Six Senators, addressing the United States Senate here this weekend, sharply criticized American Middle East policy, directing their fire particularly against the U.S. delegation’s stand at the United Nations in censuring Israel at the Security Council session dealing with Israel’s and Syria’s reciprocal charges of aggression.

The critics of the State Department policy vis-a-vis Arab-Israeli issues included Democratic Senators Wayne Morse of Oregon, Paul Douglas of Illinois and Hubert H. Humphrey of Minnesota; Republicans Jacob K. Javits and Kenneth Keating of New York; and Democrat Ernest Gruening of Alaska.

Mr.

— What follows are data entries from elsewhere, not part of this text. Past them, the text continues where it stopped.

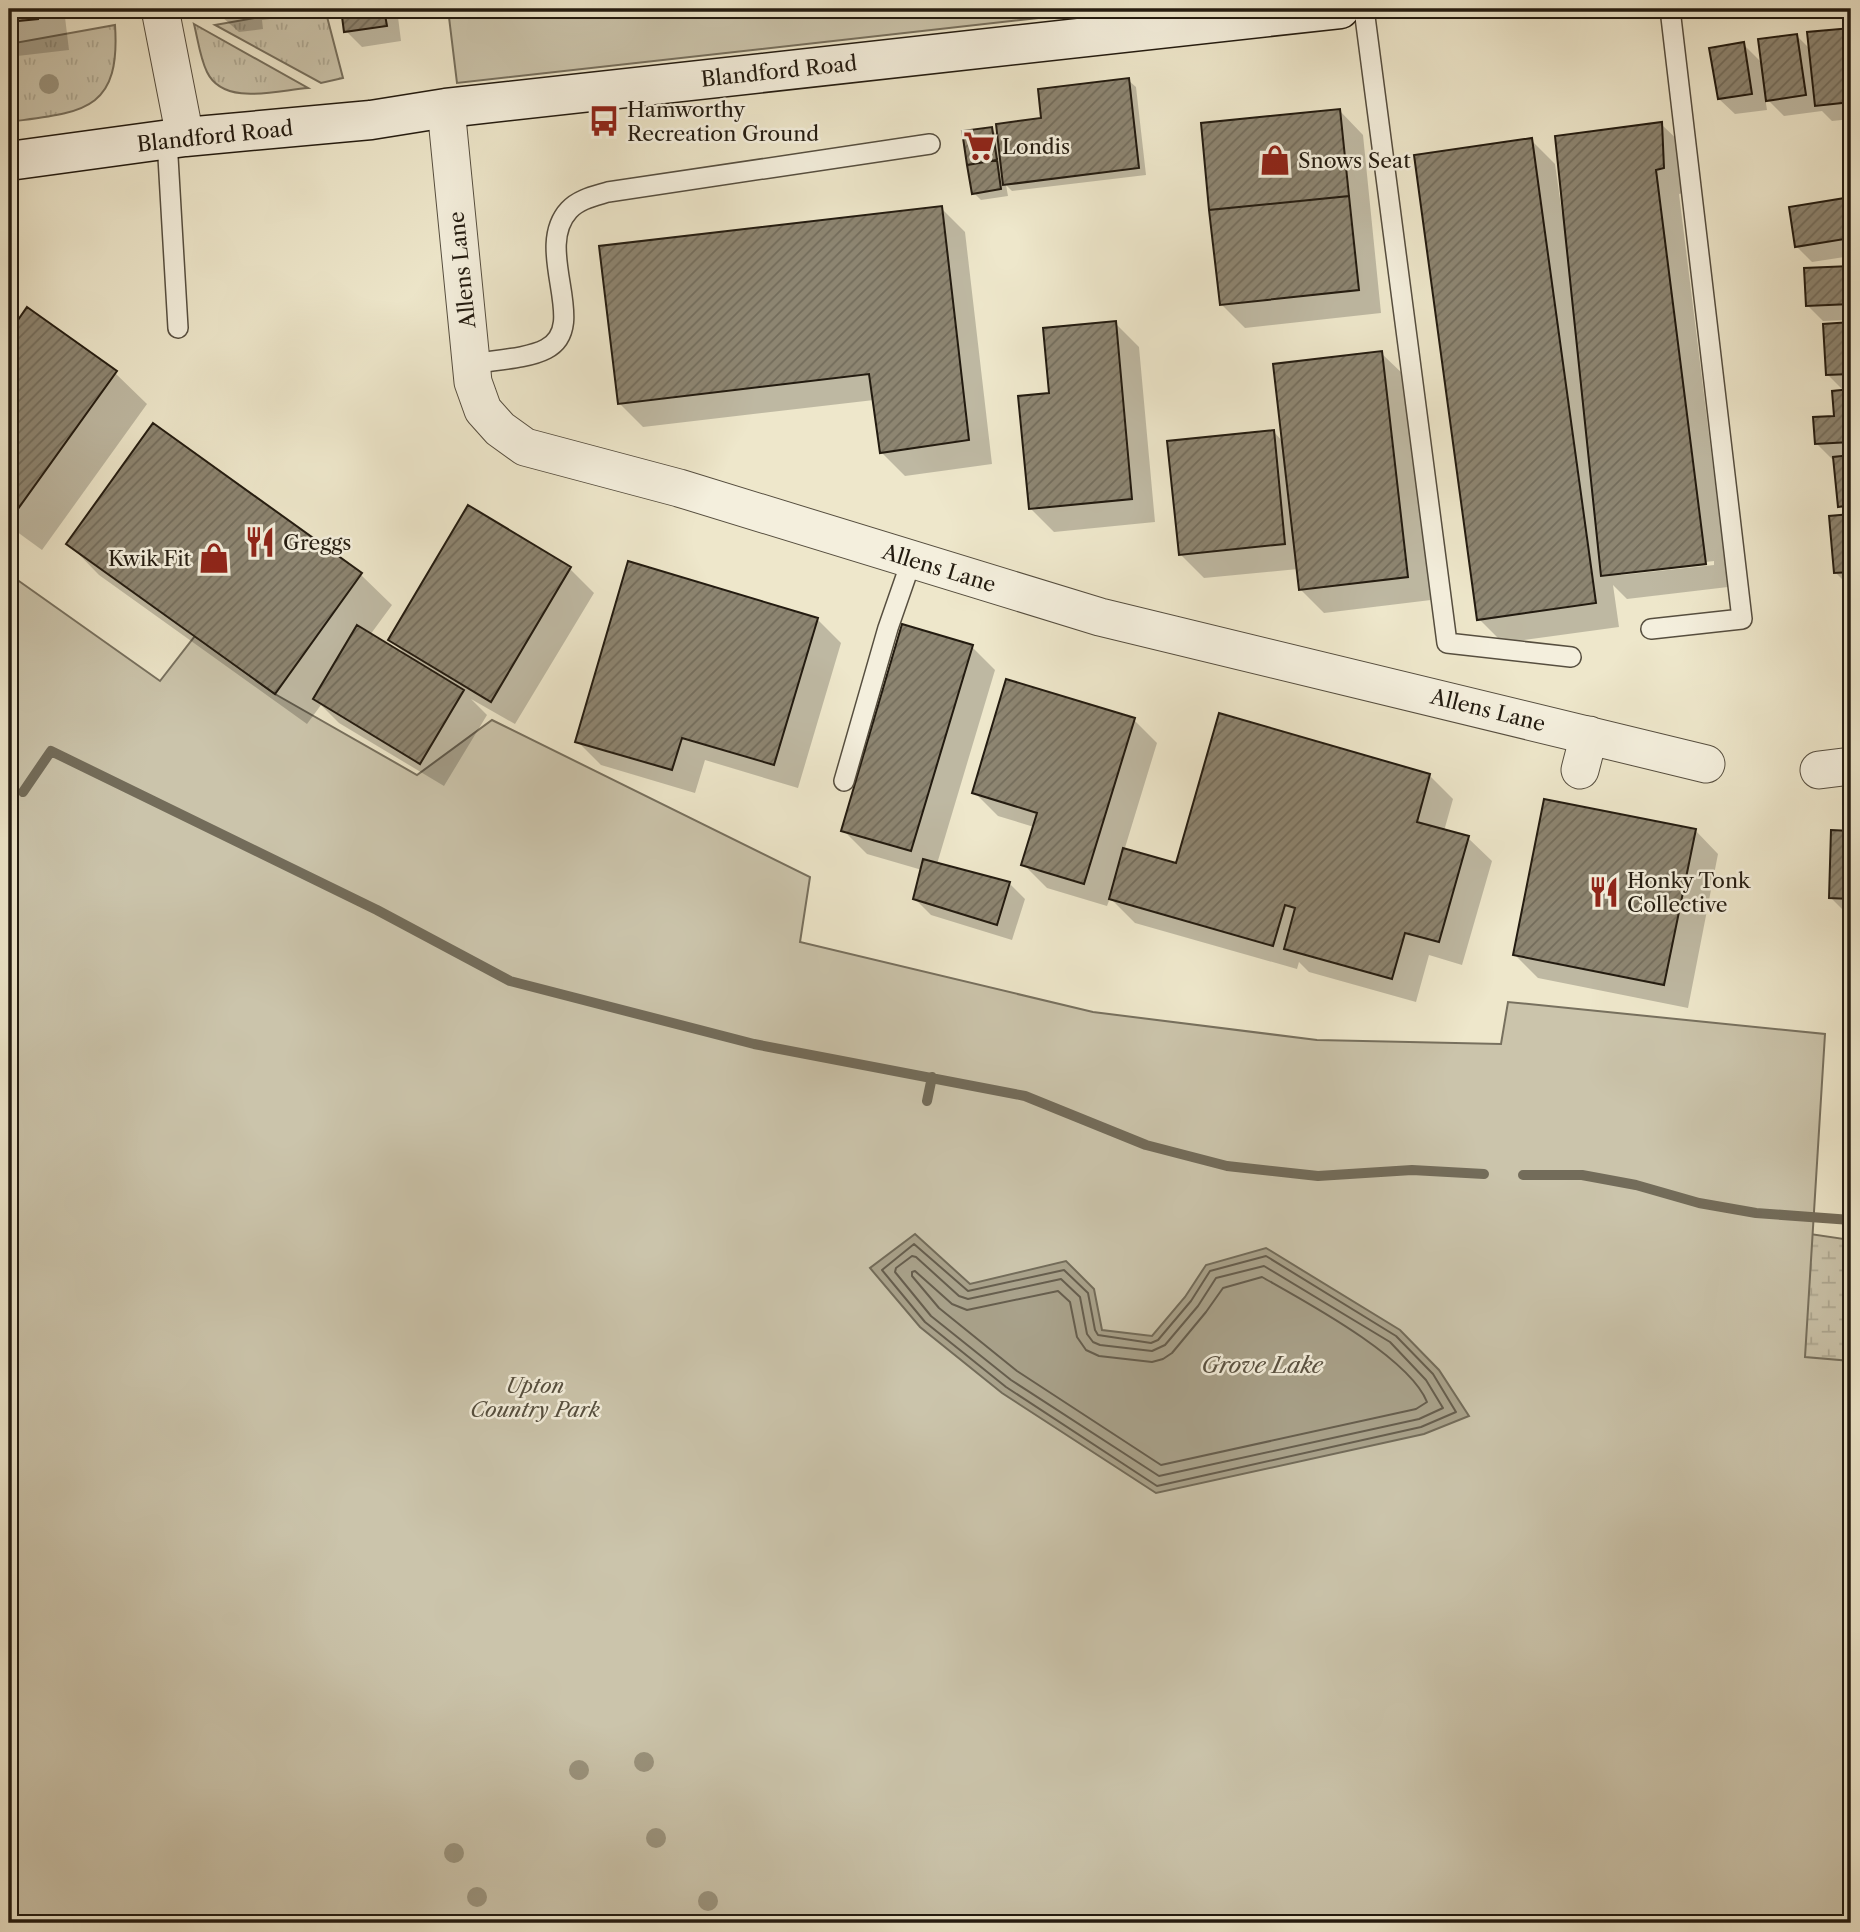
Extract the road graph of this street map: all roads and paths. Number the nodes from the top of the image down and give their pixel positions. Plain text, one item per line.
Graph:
1 (160, 9) edge
2 (1340, 9) edge
3 (1364, 9) edge
4 (1670, 9) edge
5 (446, 108) junction
6 (176, 139) junction
7 (930, 144) dead end
8 (9, 161) edge
9 (178, 328) dead end
10 (472, 364) junction
11 (912, 559) junction
12 (1651, 629) dead end
13 (1571, 657) dead end
14 (1589, 735) junction
15 (1706, 764) dead end
16 (1580, 770) dead end
17 (844, 781) dead end

1 - 6 street
2 - 5 main road, Blandford Road
3 - 13 lane
4 - 12 lane
5 - 6 main road, Blandford Road
5 - 10 street, Allens Lane
6 - 8 main road, Blandford Road
6 - 9 lane
7 - 10 lane
10 - 11 street, Allens Lane
11 - 14 street, Allens Lane
11 - 17 lane
14 - 15 street, Allens Lane
14 - 16 street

Morse told the Senate he was filing a formal request with the State Department, calling “for a briefing on the subject by appropriate officers of the Department” as well as by Adlai E. Stevenson, chairman of the U.S. delegation to the UN.

Senator Douglas labeled the Security Council resolution adopted last week, censuring Israel but mentioning nothing about the Syrian provocations against Israel, “a great mistake.” He declared outright that the resolution was “one-sided.”

Senator Humphrey expressed the hope that, from now on, United States policy in the Middle East “will be one of trying to prevent any provocation, encouraging regional economic development and mindful of the value of a trusted friend, such as Israel.”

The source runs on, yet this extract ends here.